Not a prophet nor the son of a prophet

Not a prophet nor the son of a prophet

Liberal evangelical Jim Wallis, editor of “Sojourners” is saying that the satirical comedian Jon Stewart of the “Daily Show” is a prophet. Wallis thinks the Old Testament prophets were all about condemning social injustice, so since that’s what Stewart does, he is one too. Stewart himself rejects the compliment and even the idea that his satire is based on condemning social injustice:

“Because we’re in the public eye, maybe people project onto us their desires for that type of activism coming from us, but just knowing the process here as I do, our show is maybe the antithesis of activism, and that is a relatively selfish pursuit. The targets we choose, the way we go about it — it’s got more of a personal venting aspect than a socially conscious aspect.”

Part of the problem with what Wallis says is that he gets tangled up in language and its figurative possibilities. I might say that I predicted that the Nationals would lose their last game and I was right, so I am a prophet.
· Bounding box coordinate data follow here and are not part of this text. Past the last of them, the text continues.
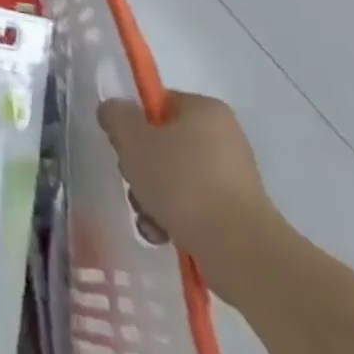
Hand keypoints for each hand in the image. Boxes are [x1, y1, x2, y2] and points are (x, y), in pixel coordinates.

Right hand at [97, 91, 287, 301]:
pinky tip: (162, 232)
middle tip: (134, 182)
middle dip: (140, 166)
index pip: (156, 104)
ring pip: (172, 176)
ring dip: (150, 195)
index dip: (132, 123)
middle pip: (161, 142)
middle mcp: (224, 137)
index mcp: (205, 109)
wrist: (238, 249)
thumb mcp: (131, 138)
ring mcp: (232, 177)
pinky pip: (191, 204)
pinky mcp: (235, 212)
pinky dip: (171, 216)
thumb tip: (115, 112)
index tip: (124, 146)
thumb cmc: (182, 181)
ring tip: (148, 217)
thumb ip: (115, 115)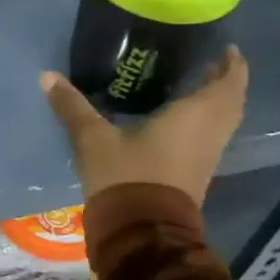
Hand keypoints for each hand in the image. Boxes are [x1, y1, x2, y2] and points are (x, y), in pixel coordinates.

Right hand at [40, 47, 249, 206]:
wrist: (140, 233)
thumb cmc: (126, 176)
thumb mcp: (94, 138)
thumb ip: (73, 106)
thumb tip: (47, 76)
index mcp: (195, 116)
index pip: (228, 82)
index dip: (232, 64)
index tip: (226, 47)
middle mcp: (209, 133)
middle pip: (231, 102)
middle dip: (225, 81)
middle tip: (207, 63)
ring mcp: (206, 157)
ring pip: (223, 122)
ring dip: (217, 103)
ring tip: (195, 86)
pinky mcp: (196, 175)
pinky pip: (210, 138)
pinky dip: (205, 122)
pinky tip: (179, 119)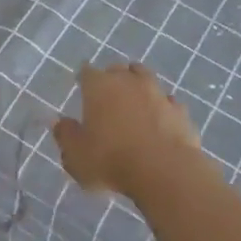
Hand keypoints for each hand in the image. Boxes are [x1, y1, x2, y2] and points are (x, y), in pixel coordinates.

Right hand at [51, 62, 202, 199]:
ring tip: (136, 104)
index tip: (82, 87)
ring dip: (140, 88)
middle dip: (113, 78)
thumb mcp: (76, 156)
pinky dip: (163, 109)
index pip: (87, 72)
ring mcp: (158, 93)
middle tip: (108, 95)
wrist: (165, 171)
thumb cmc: (111, 160)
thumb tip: (59, 123)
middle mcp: (129, 81)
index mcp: (99, 86)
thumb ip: (65, 136)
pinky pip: (168, 103)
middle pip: (118, 69)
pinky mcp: (181, 111)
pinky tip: (161, 122)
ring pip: (147, 79)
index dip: (84, 79)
But that doesn’t make me, you know, a PROPHET. There needs to be some supernatural stuff going on–specifically, the working of God’s Word. This can happen in ordinary preaching. But, again, that doesn’t make the pastor a PROPHET prophet in the Old Testament sense.

I’m intrigued with Stewart’s honest and insightful analysis of his own humor: that it’s selfish, that it’s just venting. It has been said that only conservatives can be satirists, since that genre requires the existence of objective standards by which to measure society and to find it wanting. Can you think of examples of that kind of humor?